El comienzo de nuestra relación fue algo complicado. Era un invierno frío (supongo) y yo estaba destinada a ir por mal camino, aunque ella me mostró el correcto. Desde entonces nuestra relación tomó esas pautas: nunca quiere que me equivoque, me empuja hacia donde ir, encamina mis pasos hacia la ruta que me conviene. Sin embargo, a veces he querido hacerle caso y he caído. Siempre la veo ahí, dándome la mano para ayudarme a levantarme, mientras oigo un "te lo dije". Nunca me deja sola. También deja que me equivoque por mí misma, porque así se aprende. No obstante, siempre está en mis triunfos, aplaudiéndome mientras enfunda una sonrisa. En momentos de angustia sabe escucharme y aconsejarme; sé que, aún lejos, puedo sentirla cerca con una simple llamada de teléfono. Quizás, algún día, alguien me llegue a comprender como lo hace ella, pero, lo siento, nunca nadie podrá conocerme como ella me conoce. Y, de ninguna manera, nadie podrá sustituirla, Podría decir que es la relación más larga, fructífera y real que he tenido, tengo y tendré. Real porque sé que me quiere y sé que la quiero por mucho tiempo que pase.
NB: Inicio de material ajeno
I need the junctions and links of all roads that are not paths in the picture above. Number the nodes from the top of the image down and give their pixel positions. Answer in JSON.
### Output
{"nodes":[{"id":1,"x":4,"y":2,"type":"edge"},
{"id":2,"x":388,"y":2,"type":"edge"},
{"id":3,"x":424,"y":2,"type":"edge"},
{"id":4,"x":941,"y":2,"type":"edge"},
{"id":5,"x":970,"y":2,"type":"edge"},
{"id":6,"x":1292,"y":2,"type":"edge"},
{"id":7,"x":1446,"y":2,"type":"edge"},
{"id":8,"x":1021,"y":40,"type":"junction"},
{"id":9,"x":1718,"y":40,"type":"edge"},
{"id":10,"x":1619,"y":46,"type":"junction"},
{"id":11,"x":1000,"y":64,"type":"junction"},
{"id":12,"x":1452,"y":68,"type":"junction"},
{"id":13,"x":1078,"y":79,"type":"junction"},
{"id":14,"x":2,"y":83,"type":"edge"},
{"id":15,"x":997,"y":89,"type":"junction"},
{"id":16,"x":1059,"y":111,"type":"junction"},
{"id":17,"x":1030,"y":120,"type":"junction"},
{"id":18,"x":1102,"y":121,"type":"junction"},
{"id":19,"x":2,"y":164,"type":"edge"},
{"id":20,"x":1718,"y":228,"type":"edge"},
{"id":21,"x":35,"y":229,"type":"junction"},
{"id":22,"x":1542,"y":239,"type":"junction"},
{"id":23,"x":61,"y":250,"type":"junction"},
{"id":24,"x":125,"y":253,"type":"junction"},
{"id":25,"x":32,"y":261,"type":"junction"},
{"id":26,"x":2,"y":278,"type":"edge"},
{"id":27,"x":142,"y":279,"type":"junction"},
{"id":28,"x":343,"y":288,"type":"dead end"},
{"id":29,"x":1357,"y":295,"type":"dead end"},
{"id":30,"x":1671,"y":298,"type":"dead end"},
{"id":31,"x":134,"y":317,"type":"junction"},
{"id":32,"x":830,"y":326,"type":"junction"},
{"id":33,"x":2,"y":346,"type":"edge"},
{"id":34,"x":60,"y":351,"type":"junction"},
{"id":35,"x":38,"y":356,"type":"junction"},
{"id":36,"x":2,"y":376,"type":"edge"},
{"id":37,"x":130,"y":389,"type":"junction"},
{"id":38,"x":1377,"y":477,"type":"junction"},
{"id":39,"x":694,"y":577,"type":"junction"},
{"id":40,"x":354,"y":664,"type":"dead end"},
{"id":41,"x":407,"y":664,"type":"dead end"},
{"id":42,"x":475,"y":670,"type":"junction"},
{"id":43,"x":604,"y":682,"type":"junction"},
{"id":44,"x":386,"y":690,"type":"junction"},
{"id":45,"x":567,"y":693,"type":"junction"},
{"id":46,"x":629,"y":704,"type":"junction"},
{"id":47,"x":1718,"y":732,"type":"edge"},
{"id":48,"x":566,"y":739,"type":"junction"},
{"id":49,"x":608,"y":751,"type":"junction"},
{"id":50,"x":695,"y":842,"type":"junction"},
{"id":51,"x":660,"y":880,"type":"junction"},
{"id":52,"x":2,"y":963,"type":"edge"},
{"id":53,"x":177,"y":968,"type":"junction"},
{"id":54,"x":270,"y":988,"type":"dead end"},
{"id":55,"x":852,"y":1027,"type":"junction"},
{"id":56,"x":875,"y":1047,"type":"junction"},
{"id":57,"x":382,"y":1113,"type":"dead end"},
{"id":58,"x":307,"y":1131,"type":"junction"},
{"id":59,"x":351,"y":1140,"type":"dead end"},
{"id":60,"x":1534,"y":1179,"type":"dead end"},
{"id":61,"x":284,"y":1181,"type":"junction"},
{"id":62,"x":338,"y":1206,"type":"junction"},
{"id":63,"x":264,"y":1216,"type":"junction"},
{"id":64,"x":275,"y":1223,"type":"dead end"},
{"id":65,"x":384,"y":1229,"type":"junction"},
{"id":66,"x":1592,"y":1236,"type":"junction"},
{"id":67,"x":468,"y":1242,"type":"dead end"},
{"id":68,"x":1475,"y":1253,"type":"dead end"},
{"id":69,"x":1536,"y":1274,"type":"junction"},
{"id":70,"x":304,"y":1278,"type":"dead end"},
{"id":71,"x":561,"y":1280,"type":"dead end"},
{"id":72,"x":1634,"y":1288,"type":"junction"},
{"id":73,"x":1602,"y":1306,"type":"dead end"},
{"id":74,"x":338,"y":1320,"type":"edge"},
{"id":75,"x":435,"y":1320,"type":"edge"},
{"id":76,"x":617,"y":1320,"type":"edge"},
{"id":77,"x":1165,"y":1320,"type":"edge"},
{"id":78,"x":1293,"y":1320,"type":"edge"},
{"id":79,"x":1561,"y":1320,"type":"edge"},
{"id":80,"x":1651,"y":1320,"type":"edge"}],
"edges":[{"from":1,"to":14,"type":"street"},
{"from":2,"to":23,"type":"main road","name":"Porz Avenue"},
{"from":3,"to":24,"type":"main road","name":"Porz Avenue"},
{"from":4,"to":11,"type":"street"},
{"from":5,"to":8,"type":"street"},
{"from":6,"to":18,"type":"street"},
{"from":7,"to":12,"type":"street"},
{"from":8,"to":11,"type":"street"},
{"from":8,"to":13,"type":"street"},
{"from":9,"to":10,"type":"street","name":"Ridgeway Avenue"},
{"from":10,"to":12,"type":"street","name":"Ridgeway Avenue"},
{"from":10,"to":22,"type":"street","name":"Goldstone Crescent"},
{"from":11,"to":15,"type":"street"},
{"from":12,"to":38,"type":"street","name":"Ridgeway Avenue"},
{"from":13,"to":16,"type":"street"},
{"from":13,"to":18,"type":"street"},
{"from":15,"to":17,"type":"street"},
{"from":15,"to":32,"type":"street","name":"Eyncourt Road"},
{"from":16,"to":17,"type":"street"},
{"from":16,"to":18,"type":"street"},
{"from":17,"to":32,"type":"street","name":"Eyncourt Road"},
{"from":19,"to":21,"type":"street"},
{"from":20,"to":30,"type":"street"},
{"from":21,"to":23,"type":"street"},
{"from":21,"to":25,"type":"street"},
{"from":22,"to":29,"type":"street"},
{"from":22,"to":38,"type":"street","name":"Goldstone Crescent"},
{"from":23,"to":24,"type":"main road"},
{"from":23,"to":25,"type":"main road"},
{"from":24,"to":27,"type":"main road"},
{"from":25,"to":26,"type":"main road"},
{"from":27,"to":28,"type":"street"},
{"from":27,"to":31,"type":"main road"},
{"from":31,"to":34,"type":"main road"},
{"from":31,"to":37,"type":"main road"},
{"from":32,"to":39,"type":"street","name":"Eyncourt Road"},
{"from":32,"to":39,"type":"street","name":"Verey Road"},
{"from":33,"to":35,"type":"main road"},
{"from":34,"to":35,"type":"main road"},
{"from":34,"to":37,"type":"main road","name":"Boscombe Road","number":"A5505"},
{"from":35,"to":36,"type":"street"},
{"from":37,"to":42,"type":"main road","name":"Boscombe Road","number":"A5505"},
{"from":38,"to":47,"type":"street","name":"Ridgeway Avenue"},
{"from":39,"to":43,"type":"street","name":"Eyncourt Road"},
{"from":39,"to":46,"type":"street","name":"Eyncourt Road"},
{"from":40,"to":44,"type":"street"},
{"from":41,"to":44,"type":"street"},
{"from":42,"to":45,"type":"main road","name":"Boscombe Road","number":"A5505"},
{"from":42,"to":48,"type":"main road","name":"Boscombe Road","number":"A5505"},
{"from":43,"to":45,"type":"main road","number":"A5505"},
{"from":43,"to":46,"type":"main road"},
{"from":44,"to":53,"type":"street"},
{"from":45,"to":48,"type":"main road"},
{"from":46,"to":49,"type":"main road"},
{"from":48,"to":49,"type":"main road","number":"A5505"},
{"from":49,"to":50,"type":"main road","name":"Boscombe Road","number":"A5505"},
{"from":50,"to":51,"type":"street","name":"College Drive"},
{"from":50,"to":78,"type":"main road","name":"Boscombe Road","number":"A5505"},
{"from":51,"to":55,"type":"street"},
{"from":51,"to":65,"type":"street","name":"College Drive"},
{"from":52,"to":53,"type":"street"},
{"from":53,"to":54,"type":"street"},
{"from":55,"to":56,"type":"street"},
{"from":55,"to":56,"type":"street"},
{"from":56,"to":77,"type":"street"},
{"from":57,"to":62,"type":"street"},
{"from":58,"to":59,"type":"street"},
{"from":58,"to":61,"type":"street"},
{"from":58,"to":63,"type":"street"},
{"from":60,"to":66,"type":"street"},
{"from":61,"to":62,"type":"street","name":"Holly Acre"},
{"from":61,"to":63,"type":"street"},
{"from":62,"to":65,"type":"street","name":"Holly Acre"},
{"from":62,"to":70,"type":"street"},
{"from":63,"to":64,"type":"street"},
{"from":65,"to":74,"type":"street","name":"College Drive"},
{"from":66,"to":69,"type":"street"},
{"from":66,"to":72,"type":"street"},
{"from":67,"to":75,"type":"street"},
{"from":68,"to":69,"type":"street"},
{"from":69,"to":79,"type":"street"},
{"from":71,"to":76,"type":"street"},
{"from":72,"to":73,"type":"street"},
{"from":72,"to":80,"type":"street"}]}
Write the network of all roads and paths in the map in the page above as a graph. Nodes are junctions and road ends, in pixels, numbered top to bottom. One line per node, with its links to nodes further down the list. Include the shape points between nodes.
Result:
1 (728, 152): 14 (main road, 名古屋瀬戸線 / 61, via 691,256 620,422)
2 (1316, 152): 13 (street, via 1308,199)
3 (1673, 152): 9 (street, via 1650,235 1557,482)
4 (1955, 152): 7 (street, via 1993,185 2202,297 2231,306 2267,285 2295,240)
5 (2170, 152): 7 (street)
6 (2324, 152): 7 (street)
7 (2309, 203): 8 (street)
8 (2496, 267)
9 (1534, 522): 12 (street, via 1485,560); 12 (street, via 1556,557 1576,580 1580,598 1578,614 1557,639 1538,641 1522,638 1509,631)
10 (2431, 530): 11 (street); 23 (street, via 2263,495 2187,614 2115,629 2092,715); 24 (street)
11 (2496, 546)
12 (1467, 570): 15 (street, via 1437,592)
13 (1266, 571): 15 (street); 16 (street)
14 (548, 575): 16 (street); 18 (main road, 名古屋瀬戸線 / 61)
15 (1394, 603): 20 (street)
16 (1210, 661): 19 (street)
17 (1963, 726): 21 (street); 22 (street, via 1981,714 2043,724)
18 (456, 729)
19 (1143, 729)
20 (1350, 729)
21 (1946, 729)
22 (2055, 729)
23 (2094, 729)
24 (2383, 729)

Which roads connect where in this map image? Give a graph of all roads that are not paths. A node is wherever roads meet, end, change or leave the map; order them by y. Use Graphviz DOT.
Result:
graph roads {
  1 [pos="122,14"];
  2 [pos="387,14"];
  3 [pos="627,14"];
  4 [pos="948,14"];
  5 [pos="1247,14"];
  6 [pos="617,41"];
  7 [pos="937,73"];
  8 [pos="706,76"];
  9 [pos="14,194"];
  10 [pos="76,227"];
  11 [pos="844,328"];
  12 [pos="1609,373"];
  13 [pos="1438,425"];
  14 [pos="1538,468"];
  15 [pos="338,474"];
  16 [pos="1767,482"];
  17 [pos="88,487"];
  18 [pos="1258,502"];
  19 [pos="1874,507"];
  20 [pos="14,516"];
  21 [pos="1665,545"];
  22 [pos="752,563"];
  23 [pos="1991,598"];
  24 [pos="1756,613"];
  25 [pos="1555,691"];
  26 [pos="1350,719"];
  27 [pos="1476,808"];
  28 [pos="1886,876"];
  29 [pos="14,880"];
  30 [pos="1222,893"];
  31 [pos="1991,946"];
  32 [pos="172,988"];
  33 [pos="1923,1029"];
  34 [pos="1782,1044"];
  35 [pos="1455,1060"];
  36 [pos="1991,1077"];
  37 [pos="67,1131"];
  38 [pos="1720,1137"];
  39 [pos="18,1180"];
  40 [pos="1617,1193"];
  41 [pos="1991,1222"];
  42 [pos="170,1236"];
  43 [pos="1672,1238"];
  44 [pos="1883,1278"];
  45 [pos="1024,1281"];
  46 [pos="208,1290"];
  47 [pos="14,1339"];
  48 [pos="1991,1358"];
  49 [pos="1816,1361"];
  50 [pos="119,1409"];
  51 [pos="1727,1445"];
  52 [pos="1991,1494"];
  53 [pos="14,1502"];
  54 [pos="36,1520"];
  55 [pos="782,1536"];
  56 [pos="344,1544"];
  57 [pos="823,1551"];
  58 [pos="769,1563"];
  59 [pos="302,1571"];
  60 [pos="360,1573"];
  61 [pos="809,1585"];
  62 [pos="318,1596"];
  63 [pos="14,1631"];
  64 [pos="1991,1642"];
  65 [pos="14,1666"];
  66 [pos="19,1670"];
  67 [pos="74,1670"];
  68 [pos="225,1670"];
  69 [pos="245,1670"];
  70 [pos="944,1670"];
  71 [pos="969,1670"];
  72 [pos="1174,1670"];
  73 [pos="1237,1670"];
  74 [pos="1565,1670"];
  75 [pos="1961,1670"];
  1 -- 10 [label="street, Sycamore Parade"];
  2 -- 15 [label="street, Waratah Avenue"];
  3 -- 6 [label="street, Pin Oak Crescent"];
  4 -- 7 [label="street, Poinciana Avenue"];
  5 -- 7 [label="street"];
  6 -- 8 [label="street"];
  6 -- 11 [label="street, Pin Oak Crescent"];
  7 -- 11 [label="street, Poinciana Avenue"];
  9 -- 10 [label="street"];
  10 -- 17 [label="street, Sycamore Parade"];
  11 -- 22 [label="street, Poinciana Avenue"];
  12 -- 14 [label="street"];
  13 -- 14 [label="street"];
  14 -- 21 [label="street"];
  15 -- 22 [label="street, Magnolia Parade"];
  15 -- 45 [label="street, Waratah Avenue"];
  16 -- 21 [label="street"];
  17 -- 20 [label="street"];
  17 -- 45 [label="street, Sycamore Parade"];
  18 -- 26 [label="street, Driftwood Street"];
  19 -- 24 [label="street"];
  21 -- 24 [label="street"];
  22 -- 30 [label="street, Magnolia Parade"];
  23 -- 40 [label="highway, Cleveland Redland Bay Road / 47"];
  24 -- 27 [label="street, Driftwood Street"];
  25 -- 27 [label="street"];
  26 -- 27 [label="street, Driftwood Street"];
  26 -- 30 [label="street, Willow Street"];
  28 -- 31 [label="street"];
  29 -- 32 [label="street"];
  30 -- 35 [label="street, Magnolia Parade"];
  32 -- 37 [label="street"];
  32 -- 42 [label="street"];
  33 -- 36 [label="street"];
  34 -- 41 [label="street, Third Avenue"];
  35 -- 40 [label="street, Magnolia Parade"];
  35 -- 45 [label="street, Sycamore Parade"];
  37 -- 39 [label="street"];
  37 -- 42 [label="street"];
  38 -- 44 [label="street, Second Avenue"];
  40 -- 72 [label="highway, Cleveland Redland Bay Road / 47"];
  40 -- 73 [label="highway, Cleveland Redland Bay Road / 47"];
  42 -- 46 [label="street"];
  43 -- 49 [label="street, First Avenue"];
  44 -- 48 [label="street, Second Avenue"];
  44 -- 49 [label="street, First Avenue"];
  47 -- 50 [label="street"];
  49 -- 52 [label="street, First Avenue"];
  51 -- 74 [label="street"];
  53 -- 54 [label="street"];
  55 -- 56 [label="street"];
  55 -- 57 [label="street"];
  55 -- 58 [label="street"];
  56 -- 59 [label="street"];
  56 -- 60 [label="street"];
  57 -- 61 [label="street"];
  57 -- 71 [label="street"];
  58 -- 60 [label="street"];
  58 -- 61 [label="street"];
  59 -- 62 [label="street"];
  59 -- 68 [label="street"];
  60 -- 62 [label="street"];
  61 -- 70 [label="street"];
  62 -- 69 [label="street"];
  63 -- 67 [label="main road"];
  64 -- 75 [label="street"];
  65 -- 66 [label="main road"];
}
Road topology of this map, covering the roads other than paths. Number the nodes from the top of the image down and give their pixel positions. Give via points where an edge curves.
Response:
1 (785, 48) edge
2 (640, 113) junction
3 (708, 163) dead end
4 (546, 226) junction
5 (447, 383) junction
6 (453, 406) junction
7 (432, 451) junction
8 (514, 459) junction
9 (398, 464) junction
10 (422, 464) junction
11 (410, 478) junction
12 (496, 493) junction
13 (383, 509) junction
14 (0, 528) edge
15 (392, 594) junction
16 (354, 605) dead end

Parece una declaración de amor y lo es: si entiendes el amor como la capacidad del ser humano de saltar el muro que lo separa de otra persona y comprenderla (como dijo aquel filósofo), lo es. En estos días en los que todo el mundo me asemeja a mi rama paterna, quiero recordar que soy fruto de dos. No es un día especial pero... ¿es necesario una fecha señalada para recordarle a tu madre cuánto la quieres?


2 comentarios:

  1. Claro que no es necesario :)
    Una entrada preciosa, Oso <3 me has dado ganas de llamar a mi mamá u///u...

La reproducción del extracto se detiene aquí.